One of the main disadvantages in the composition and performance of classical guitar music is the short duration of string vibration, which makes the notes carried by a melody not long enough, contrary to what a violin or any bowed string instrument is able to produce by the simple expedient of passing the full extension of the bow over the string and, if necessary, pass it again in the opposite direction.
The tremolo
This disadvantage of the classical guitar was solved by the tremolo technique, born in the Romantic period and that the Spanish composer Francisco Tárrega brought to its climax in the second half of the 19th century, leaving it embodied until the end of time in the very popular work Recuerdos de La Alhambra, composed in 1896.
The technique, whose purpose is to extend the duration of the notes that make up the melody, basically consists of the repetition of a note using the ring, middle and index fingers, accompanied by the thumb that carries a bass resting on the lowest strings. The uniformity and regularity with which the three repeated notes are played is the key to the creation of an exquisite tremolo.

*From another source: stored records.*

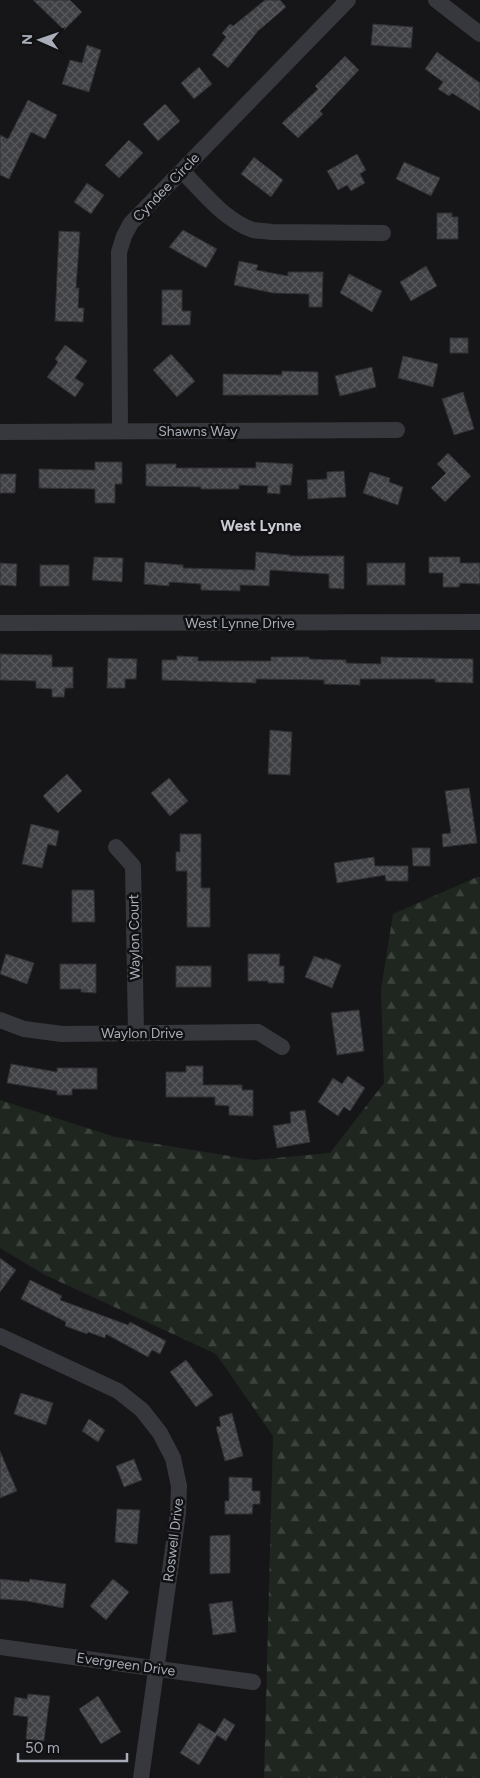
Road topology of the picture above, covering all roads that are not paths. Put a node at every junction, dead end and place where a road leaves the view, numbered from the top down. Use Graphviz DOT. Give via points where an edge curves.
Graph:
graph roads {
  1 [pos="348,0"];
  2 [pos="436,0"];
  3 [pos="480,34"];
  4 [pos="182,171"];
  5 [pos="383,233"];
  6 [pos="397,430"];
  7 [pos="120,431"];
  8 [pos="0,432"];
  9 [pos="480,622"];
  10 [pos="0,623"];
  11 [pos="116,847"];
  12 [pos="0,1020"];
  13 [pos="136,1033"];
  14 [pos="282,1047"];
  15 [pos="0,1336"];
  16 [pos="0,1647"];
  17 [pos="156,1668"];
  18 [pos="253,1682"];
  19 [pos="141,1778"];
  1 -- 4 [label="street, Cyndee Circle"];
  2 -- 3 [label="street"];
  4 -- 5 [label="street" via="220,210 254,230"];
  4 -- 7 [label="street, Cyndee Circle" via="132,223 119,252"];
  6 -- 7 [label="street, Shawns Way"];
  7 -- 8 [label="street, Shawns Way"];
  9 -- 10 [label="street, West Lynne Drive"];
  11 -- 13 [label="street, Waylon Court" via="132,866"];
  12 -- 13 [label="street, Waylon Drive" via="24,1029 62,1034"];
  13 -- 14 [label="street, Waylon Drive" via="258,1032"];
  15 -- 17 [label="street, Roswell Drive" via="118,1391 142,1410 160,1433 173,1458 179,1486 178,1513"];
  16 -- 17 [label="street, Evergreen Drive"];
  17 -- 18 [label="street, Evergreen Drive"];
  17 -- 19 [label="street, Roswell Drive"];
}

Agustín Barrios-Mangoré (1885 - 1944) |
As Tárrega did for Spain in the previous century, the Paraguayan composer and classical guitarist of Guaraní origin, Agustín Barrios-Mangoré forged in the first half of the 20th century one of the most extensive guitar productions in Latin America, combining the classical European tradition with the melodies and rhythms of popular Latin American musical forms.
An extraordinary guitarist, he made excellent use of the tremolo technique with short works such as El Último Trémolo – which turned out to be his last composition –, and the one presented here, the somewhat longer Un Sueño en la Floresta, in an outstanding rendition by the Scottish-born artist David Russell.